At the end of the day, it is not always about the axel gear, the trans gear IMHO can mean more to how well one performs than a given axel. IE making sure the spits line up with speed one drives etc. Hence also why, I do not believe in the BS engine/axle ratio gcwr. Nor do I believe the new SAE specs will be the savior for how well a rig will tow or not. As it does not say how steep a grade one can pull in first gear. Only 4 start in 5 min on a 12% grade. I see those daily in my area. I do not get worried or take notice until 20%, and 30% is minimum I want a rig to go up once mind you at what I am going to be weighing in at. My navistar while all the trannies were rated to 35K lbs gcwr, the Auto would only go up a 20% grade, the spice 7 was the steepest at 35%, that is with a measly 175/335 non turbo 7.3 v8. My dmax will only do 25% at 20K lbs!
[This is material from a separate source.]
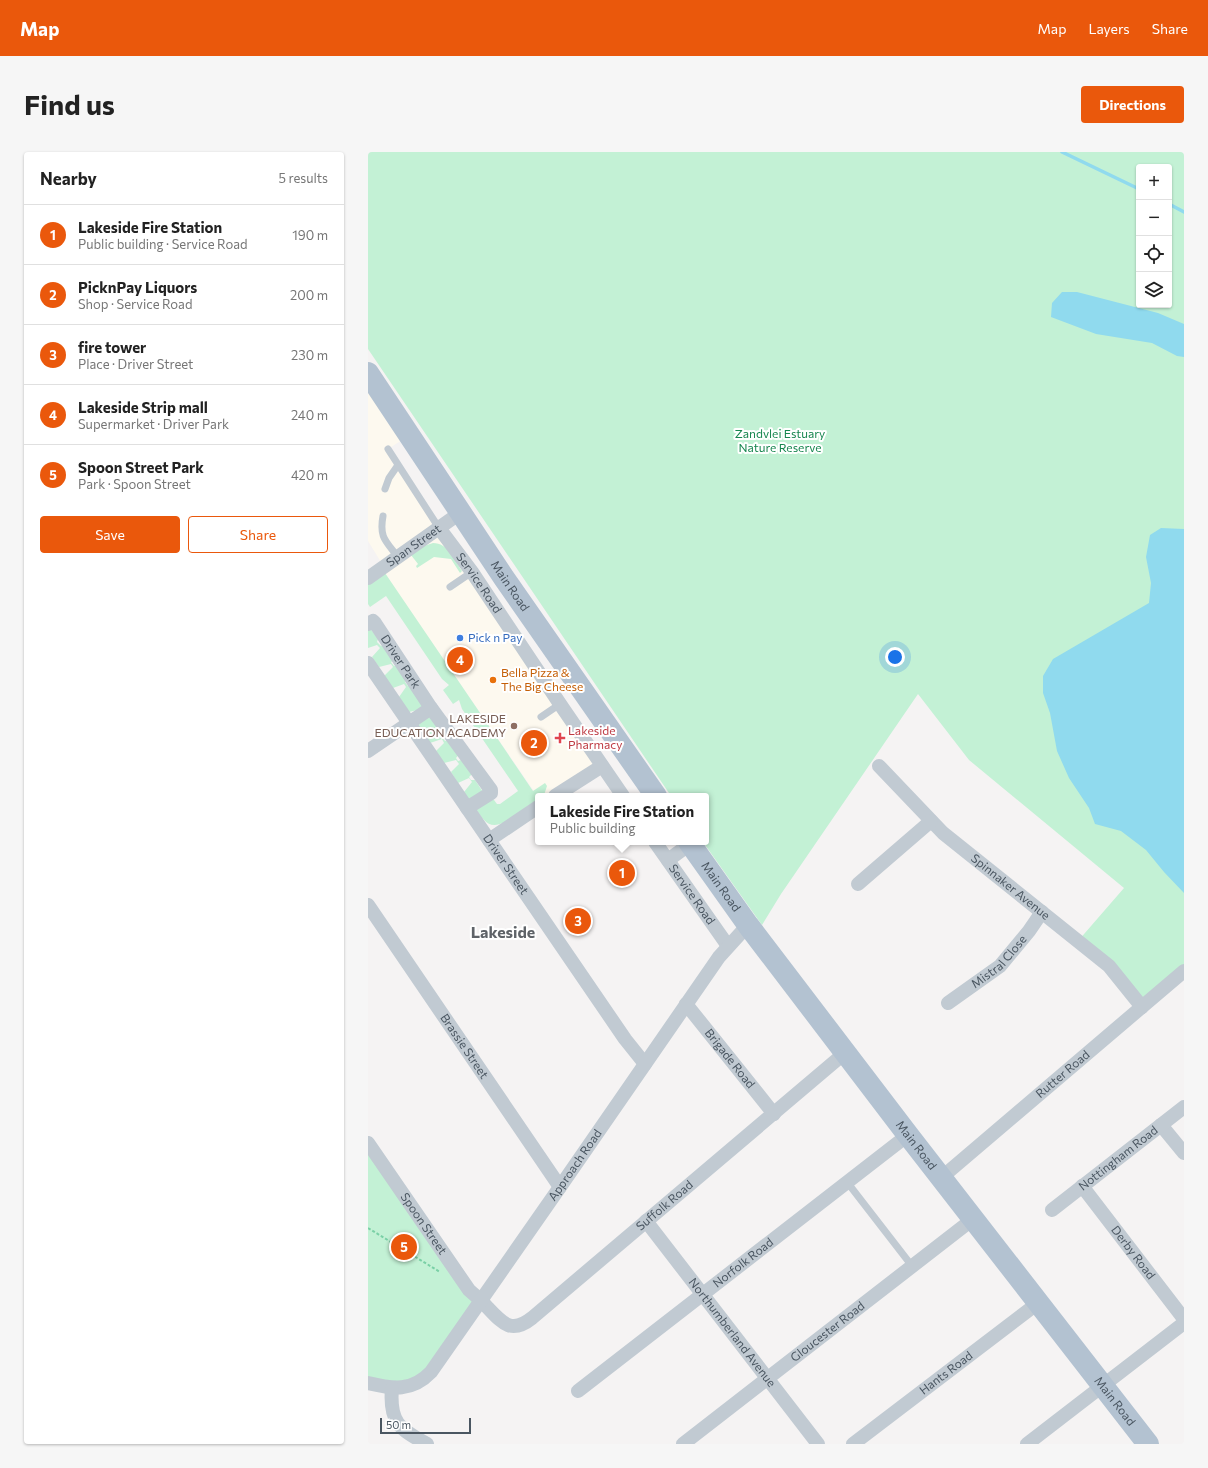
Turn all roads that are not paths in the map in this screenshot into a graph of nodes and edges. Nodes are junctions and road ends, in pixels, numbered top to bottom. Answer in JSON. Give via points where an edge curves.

Which is the better tow rig?
92 Navistar dump truck, 7.3L 7 sp, 4.33 gears with a Detroit no spin
00 Chev C2500, V5700, 4L80E, 4.10, base truck, no options!
92 Red-e-haul 12K equipment trailer
well i have a 2004hd2500 410gears with a 6.0 and Im up grading to a 3500 diesel I was told that my truck would pull my camper with no problem but only on level ground and interstate it does great but only gets 6-7 mpg but on mountins it strugles bad my camper is a 39ft sandpiper with a dry weight of 10550 loaded alot more lol still up inthe air either a ford or chevy the Fords look so good but im loking in the range of 2004-2008 price is the issue and I hear that the 6.0 fords have alot of issues and so did the 6.6 duramaxso i will just keep looking good luck with your truck and God bless!!
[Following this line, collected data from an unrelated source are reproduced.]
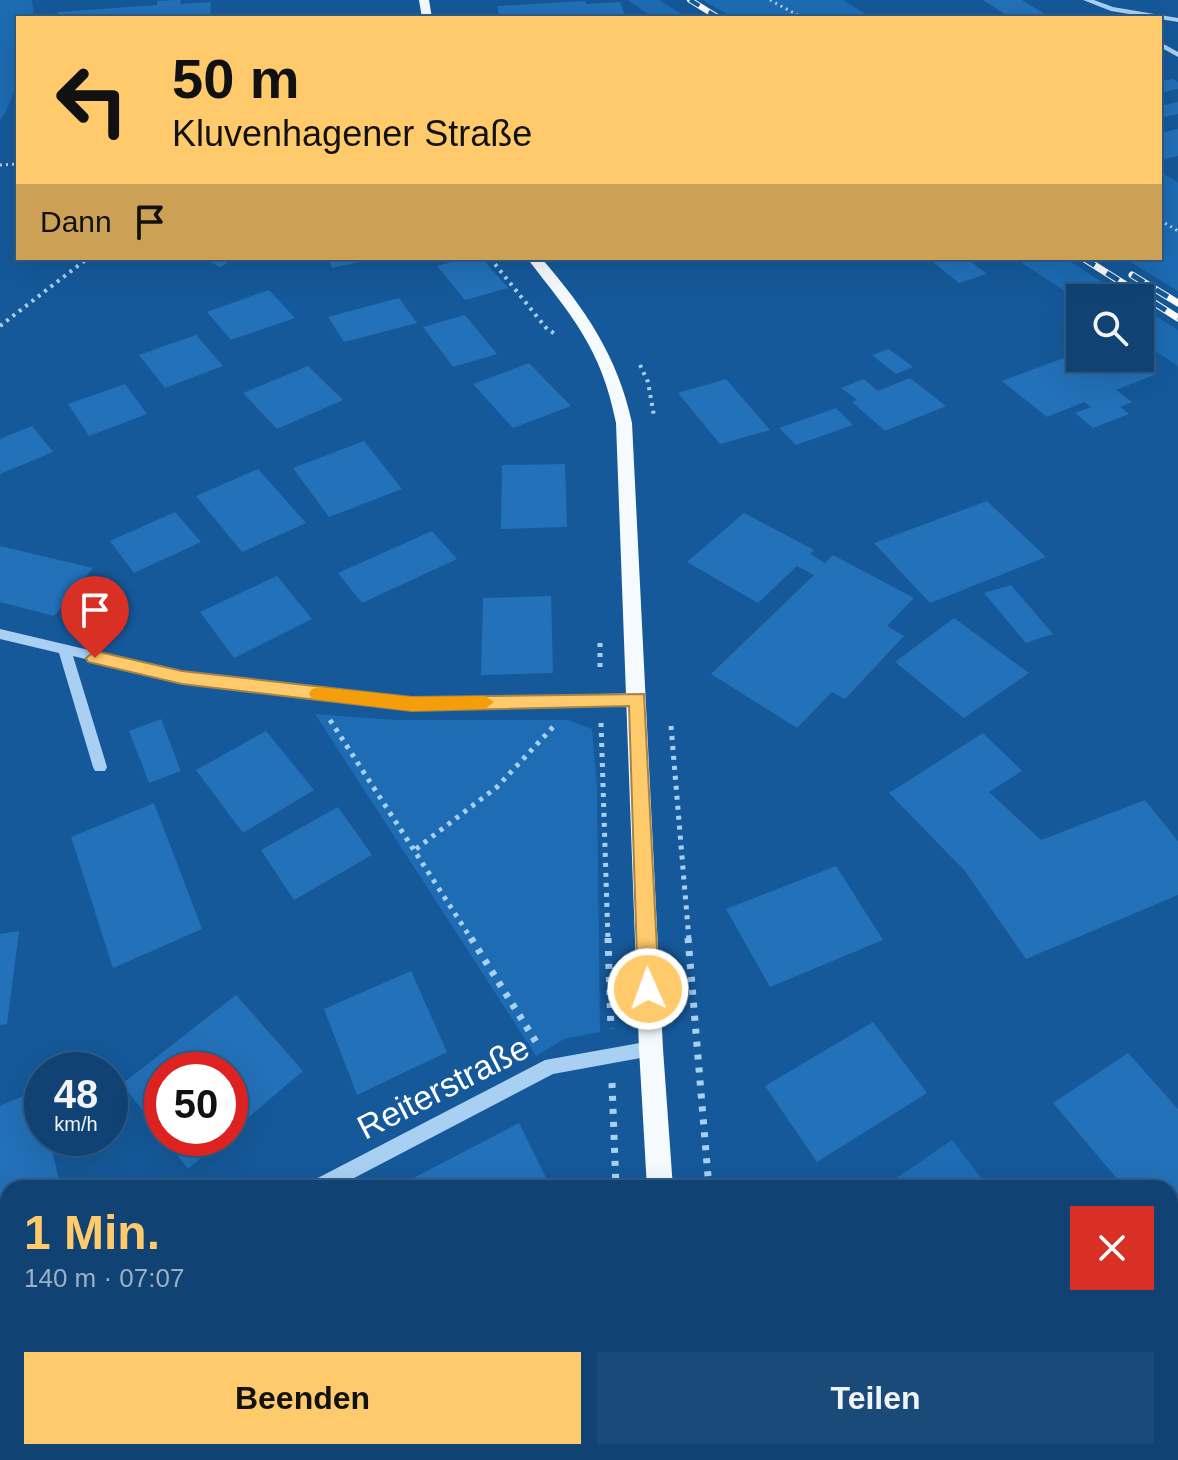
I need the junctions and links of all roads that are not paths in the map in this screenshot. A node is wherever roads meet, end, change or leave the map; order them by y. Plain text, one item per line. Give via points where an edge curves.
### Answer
1 (1087, 0) edge
2 (1111, 9) junction
3 (1112, 16) edge
4 (1154, 16) edge
5 (536, 260) edge
6 (0, 634) edge
7 (65, 651) junction
8 (638, 698) junction
9 (100, 767) dead end
10 (651, 1049) junction
11 (331, 1180) edge
12 (659, 1180) edge

1 - 2 street
2 - 3 street
2 - 4 street
5 - 8 main road via 595,334 618,387
6 - 7 street
7 - 8 street via 182,677 412,704
7 - 9 street
8 - 10 main road
10 - 11 street, Reiterstraße via 551,1066
10 - 12 main road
You are probably correct, in that a 10K limit could be low, then again, at the end of the day, it also depends upon the end user, hills they go up etc. as to "IF" that rating is correct. If on needs to pull 40% grade, ie about a 20degree hill, then 10K may be all it could do before literally stalling out. From specing and seeing how mdt/hdt rigs are speced, until the sae specs also include a steepest grade, and different specs for the frontal area sq ft, aerodynmics etc
While I agree with the spreadsheet, folks need to be careful. My Dad has an 08 Chevy 2500HD with the 6.0/6sp 4wd ECSB 3.73 and I have the 2011 GMC 2500HD 6.0/6sp CCSB 4wd 3.73 gears. My tires (not just the wheels), but the actual tires are 2" taller (diameter) than his. Using the spreadsheet above and including the tire diameter, a comparison can be made.
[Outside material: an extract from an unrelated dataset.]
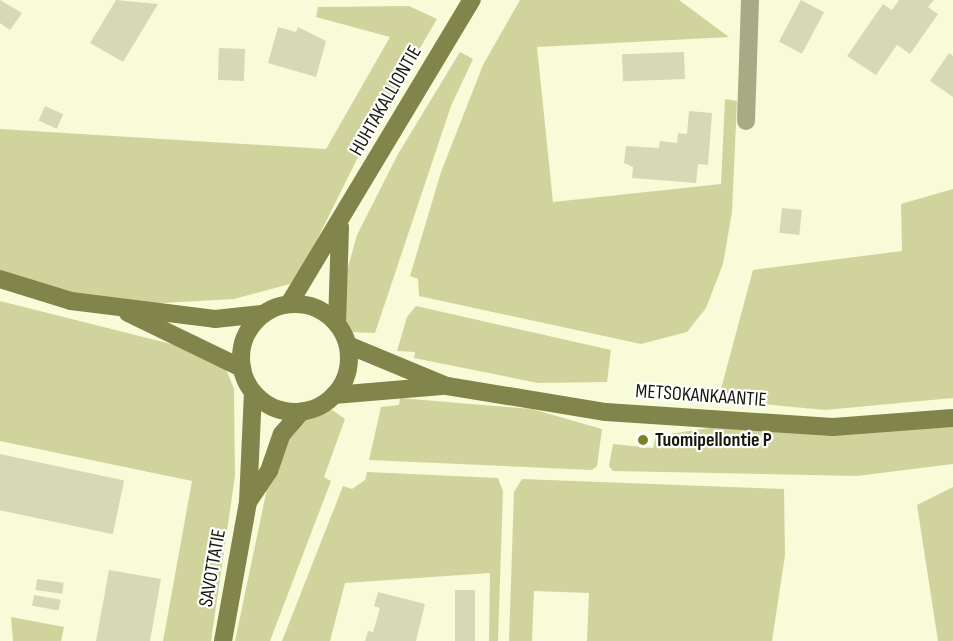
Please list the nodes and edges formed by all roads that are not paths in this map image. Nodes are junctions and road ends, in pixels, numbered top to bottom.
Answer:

You final ratio would be about 1 gear taller than you dad, ie, you 3.73 is really about a 3.42 vs the 3.73 he has when it come to how fast the motor is going etc. Assuming you are truly 2" in diam more than him. A 245 -16 or the 17 series is about 30.5", a 265's are usually 31.5" or 685 revs per mile for the 245 tires, and 655 for the 265 rubber tires.
If the above usual differences I have seen are true, then you final ratio is equal to about a 3.55 to 3.6.
I do agree, one has to look at the tire diam vs axle ratio vs trans gears etc to really see how good or bad you are geared.